Requirement: Hunt through the lines below for the string "down" and copy each one that has it.

Data supplied:
· · · ·
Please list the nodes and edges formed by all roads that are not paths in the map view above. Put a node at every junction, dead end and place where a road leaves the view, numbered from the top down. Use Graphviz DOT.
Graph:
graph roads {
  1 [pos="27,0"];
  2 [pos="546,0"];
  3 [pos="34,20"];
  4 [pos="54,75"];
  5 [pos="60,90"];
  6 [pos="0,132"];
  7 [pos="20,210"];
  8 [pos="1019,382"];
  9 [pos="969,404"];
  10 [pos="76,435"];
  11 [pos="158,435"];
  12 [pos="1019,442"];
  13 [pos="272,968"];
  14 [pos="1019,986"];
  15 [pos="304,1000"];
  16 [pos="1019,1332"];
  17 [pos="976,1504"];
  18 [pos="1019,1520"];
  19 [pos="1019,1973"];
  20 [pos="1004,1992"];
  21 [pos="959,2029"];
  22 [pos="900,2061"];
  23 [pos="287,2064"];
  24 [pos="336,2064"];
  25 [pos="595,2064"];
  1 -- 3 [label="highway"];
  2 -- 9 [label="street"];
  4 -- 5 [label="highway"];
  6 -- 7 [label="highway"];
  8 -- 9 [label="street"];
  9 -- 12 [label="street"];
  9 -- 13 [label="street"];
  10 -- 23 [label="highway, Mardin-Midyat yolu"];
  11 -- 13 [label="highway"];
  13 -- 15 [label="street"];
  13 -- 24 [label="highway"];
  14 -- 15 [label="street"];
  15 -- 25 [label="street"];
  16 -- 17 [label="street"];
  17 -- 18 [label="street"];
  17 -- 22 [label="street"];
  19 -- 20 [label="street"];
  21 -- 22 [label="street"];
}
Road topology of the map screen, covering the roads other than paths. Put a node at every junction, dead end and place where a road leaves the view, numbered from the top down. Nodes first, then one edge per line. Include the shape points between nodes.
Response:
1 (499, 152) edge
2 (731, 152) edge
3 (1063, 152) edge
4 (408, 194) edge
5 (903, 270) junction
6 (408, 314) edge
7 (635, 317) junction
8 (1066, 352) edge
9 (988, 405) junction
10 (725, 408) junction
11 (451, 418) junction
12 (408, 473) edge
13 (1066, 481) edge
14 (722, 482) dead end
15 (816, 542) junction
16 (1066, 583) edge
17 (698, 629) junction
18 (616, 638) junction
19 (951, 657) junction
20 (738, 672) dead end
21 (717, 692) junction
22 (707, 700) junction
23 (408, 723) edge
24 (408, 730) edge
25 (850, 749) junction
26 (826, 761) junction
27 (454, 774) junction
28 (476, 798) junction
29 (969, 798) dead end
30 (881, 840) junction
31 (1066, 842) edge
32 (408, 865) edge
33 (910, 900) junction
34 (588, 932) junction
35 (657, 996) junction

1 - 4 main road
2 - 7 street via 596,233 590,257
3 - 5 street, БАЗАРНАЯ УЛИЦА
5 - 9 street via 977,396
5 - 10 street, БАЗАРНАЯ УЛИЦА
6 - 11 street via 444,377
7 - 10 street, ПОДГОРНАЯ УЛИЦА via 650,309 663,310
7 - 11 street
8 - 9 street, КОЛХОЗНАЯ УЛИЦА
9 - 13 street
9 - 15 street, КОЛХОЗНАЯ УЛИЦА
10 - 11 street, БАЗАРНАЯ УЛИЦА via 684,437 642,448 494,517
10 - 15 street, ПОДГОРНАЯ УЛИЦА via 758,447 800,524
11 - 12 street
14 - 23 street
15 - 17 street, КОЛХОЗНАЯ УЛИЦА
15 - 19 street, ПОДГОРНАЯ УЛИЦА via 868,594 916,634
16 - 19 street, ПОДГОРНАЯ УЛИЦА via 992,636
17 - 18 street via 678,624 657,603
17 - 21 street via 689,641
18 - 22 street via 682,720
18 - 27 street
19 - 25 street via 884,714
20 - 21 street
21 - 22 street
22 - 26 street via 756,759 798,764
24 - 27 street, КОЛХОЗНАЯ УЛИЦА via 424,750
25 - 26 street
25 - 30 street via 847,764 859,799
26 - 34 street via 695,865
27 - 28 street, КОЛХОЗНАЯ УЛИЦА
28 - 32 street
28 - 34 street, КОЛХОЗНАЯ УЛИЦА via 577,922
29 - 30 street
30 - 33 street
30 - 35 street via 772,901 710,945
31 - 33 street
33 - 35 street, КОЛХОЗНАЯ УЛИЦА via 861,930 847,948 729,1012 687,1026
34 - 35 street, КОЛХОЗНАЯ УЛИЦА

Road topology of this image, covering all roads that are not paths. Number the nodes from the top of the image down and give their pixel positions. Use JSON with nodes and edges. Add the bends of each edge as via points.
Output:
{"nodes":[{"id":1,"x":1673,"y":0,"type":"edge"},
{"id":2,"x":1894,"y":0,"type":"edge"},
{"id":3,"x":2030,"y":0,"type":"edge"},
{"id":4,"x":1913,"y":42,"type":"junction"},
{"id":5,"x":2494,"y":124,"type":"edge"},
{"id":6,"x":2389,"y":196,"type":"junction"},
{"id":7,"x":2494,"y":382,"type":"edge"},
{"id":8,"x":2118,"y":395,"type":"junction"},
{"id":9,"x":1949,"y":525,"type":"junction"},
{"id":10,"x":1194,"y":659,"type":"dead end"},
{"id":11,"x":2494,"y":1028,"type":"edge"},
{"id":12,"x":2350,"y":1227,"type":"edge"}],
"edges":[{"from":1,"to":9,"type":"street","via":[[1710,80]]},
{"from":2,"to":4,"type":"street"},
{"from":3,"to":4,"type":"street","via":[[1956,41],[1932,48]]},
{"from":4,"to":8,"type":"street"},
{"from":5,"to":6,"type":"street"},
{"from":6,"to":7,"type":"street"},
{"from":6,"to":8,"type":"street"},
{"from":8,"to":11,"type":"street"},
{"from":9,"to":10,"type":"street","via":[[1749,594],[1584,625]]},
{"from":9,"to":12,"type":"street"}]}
· · · ·
Result of this exercise:
Please list the nodes and edges formed by all roads that are not paths in the map view above. Put a node at every junction, dead end and place where a road leaves the view, numbered from the top down. Use Graphviz DOT.
Road topology of the map screen, covering the roads other than paths. Put a node at every junction, dead end and place where a road leaves the view, numbered from the top down. Nodes first, then one edge per line. Include the shape points between nodes.
Road topology of this image, covering all roads that are not paths. Number the nodes from the top of the image down and give their pixel positions. Use JSON with nodes and edges. Add the bends of each edge as via points.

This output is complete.